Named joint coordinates
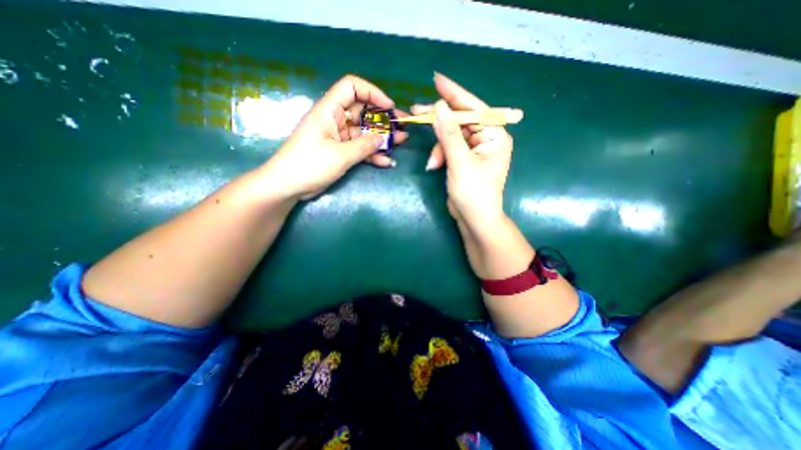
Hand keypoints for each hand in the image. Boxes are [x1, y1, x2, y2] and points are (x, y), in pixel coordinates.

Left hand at [261, 74, 406, 197]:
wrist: (289, 185)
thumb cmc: (309, 165)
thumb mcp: (339, 155)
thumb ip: (364, 146)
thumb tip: (383, 139)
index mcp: (330, 111)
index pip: (352, 87)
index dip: (372, 93)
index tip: (389, 107)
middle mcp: (335, 120)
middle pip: (363, 111)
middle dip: (383, 118)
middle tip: (402, 126)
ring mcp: (339, 138)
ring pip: (364, 132)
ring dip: (382, 138)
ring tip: (401, 142)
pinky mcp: (340, 152)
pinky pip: (360, 149)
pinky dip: (372, 154)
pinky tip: (387, 161)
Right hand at [416, 73, 516, 231]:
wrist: (474, 219)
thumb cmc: (474, 193)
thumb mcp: (460, 162)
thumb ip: (449, 134)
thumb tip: (438, 107)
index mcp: (494, 135)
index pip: (474, 108)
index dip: (454, 93)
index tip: (436, 79)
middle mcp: (487, 138)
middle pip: (460, 120)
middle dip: (439, 121)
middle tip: (416, 111)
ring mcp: (475, 149)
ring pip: (451, 136)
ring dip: (439, 147)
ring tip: (433, 163)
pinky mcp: (464, 159)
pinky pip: (449, 148)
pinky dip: (440, 155)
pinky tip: (435, 166)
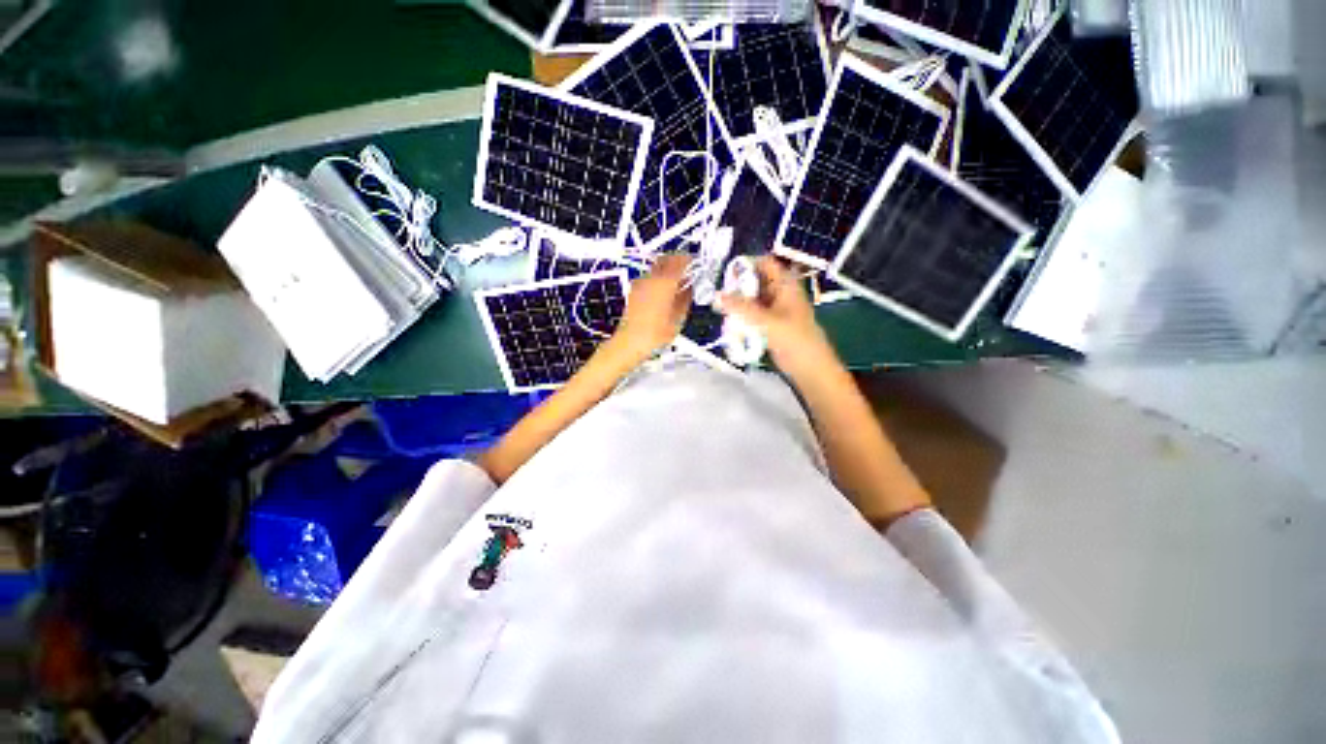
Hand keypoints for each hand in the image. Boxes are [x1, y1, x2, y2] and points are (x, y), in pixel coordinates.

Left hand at [613, 253, 691, 359]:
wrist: (631, 341)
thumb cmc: (657, 332)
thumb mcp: (678, 318)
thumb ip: (686, 298)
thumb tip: (690, 288)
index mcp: (665, 282)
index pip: (680, 261)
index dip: (690, 260)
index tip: (696, 264)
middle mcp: (651, 278)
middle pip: (666, 259)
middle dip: (678, 262)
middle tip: (688, 271)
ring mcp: (640, 283)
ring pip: (656, 267)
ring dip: (668, 270)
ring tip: (677, 283)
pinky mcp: (634, 290)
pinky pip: (649, 277)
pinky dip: (659, 279)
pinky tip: (664, 292)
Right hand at [716, 256, 836, 376]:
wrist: (810, 368)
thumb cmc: (794, 340)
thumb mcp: (765, 321)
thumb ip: (740, 308)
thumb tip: (716, 296)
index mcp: (785, 285)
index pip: (765, 264)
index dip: (746, 265)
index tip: (726, 276)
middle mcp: (780, 294)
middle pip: (756, 282)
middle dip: (738, 288)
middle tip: (720, 297)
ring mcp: (776, 310)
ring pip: (752, 300)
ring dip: (738, 305)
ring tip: (723, 312)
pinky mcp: (771, 325)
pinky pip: (753, 316)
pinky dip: (743, 319)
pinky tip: (732, 326)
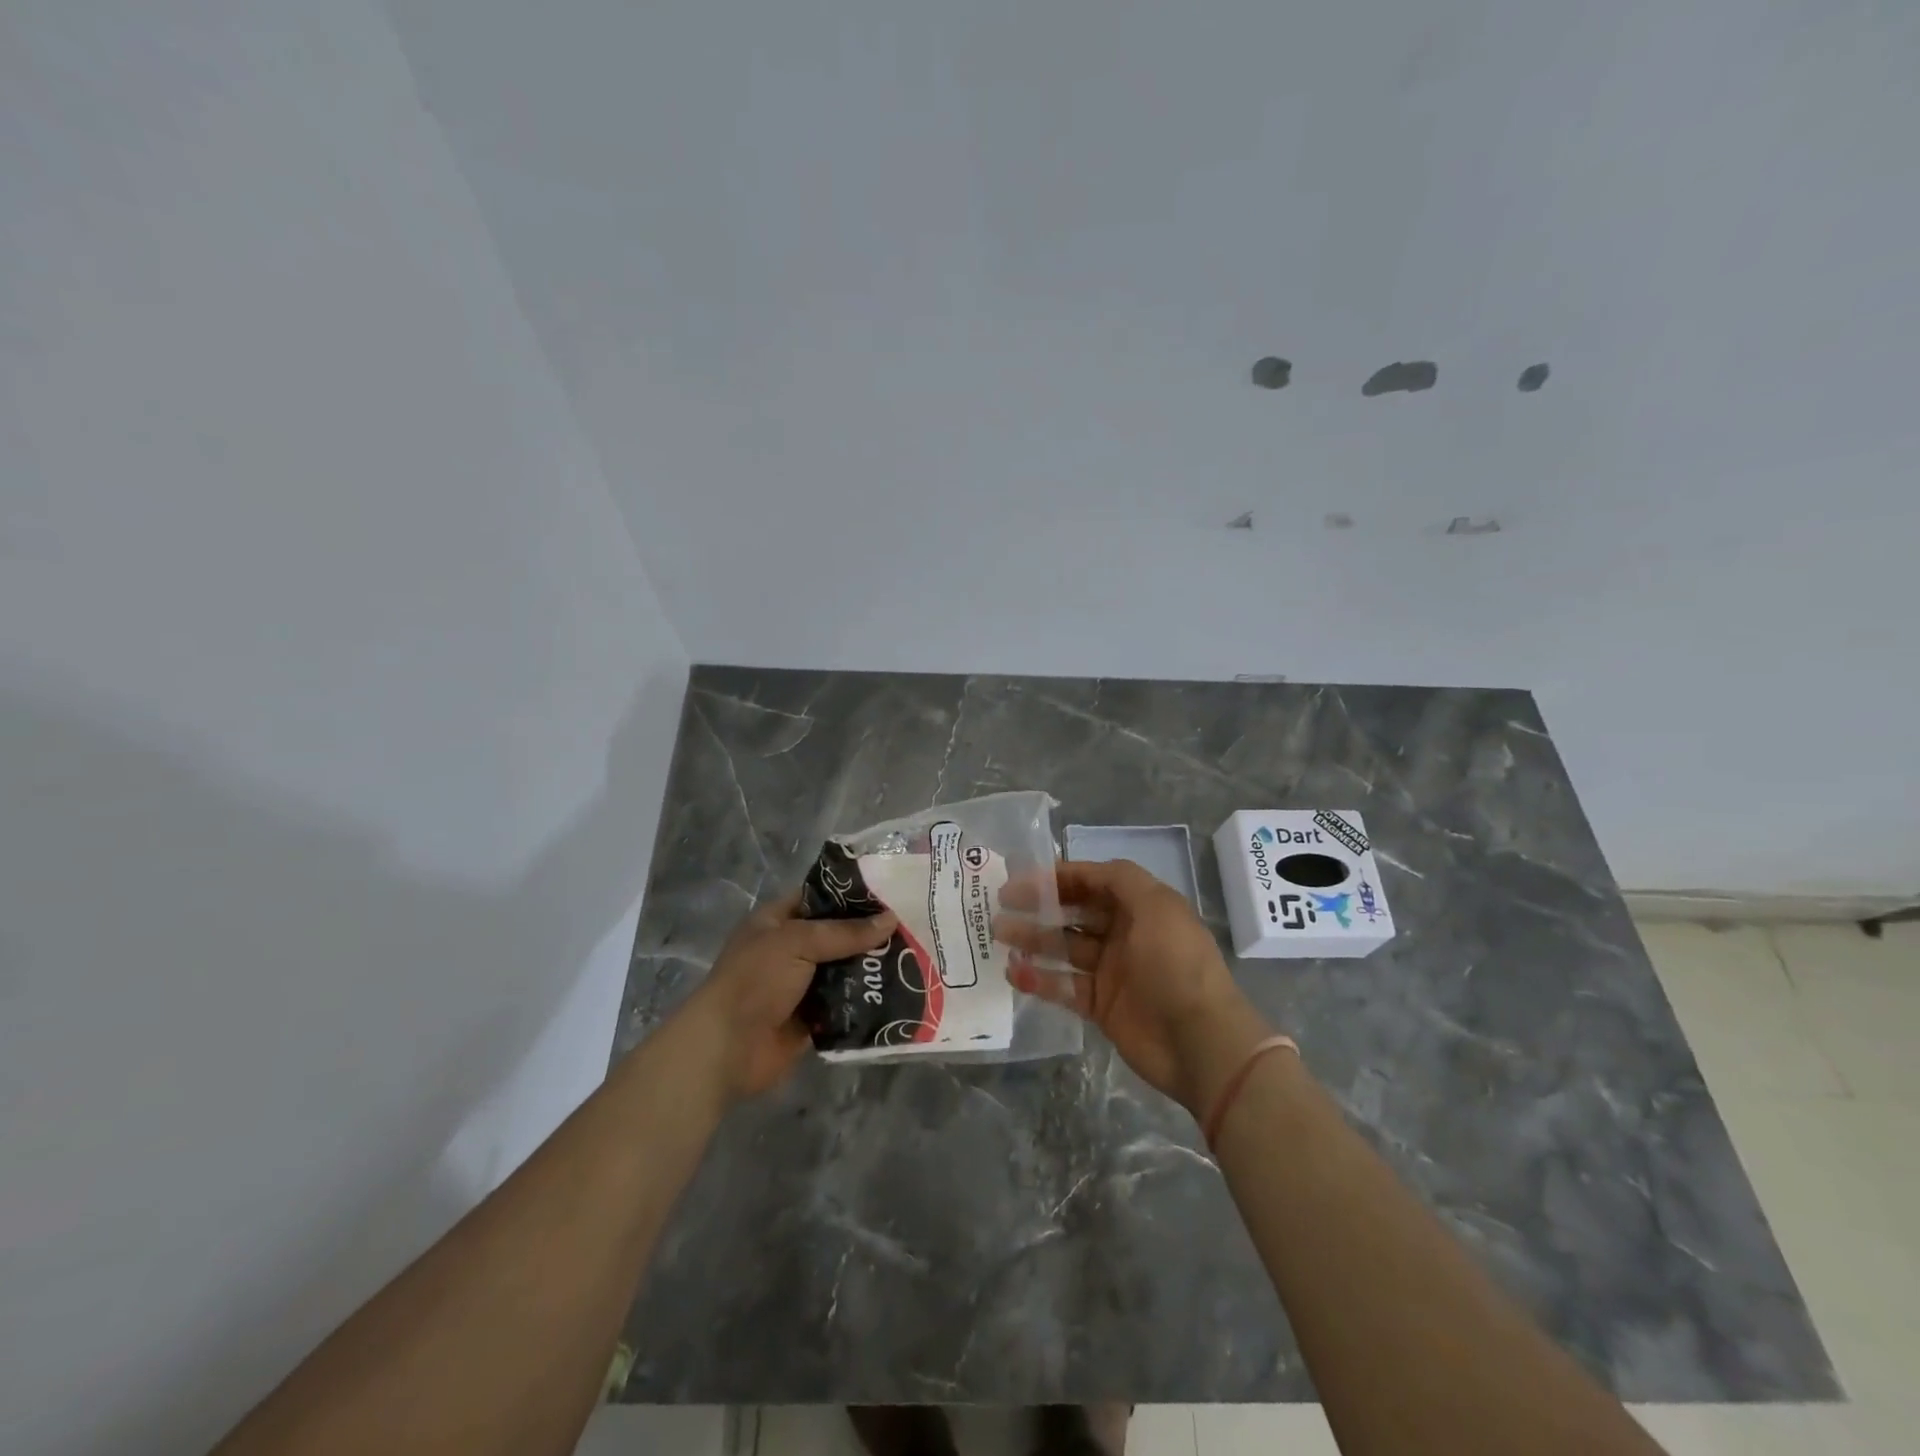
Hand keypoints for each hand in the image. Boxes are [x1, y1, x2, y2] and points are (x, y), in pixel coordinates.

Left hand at [679, 891, 896, 1102]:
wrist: (727, 1048)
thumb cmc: (756, 980)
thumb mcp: (798, 942)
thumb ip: (845, 932)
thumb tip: (891, 920)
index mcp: (777, 921)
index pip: (819, 898)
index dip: (851, 895)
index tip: (890, 893)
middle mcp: (789, 949)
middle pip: (836, 935)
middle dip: (869, 933)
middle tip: (912, 925)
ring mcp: (800, 985)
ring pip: (844, 969)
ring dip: (871, 967)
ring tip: (915, 956)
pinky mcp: (812, 1018)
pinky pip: (845, 1003)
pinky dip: (866, 999)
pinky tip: (899, 991)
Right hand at [998, 860, 1268, 1113]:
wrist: (1200, 1041)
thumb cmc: (1176, 964)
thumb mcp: (1156, 906)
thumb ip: (1120, 880)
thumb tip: (1084, 870)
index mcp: (1141, 907)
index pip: (1093, 881)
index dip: (1059, 877)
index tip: (1023, 879)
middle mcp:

#### [Requirement]
The answer must consist of each line in the entries above that includes "Right".

#### [Your response]
Right hand at [416, 73, 516, 231]:
Right hand at [716, 256, 836, 376]:
Right hand at [998, 860, 1268, 1113]:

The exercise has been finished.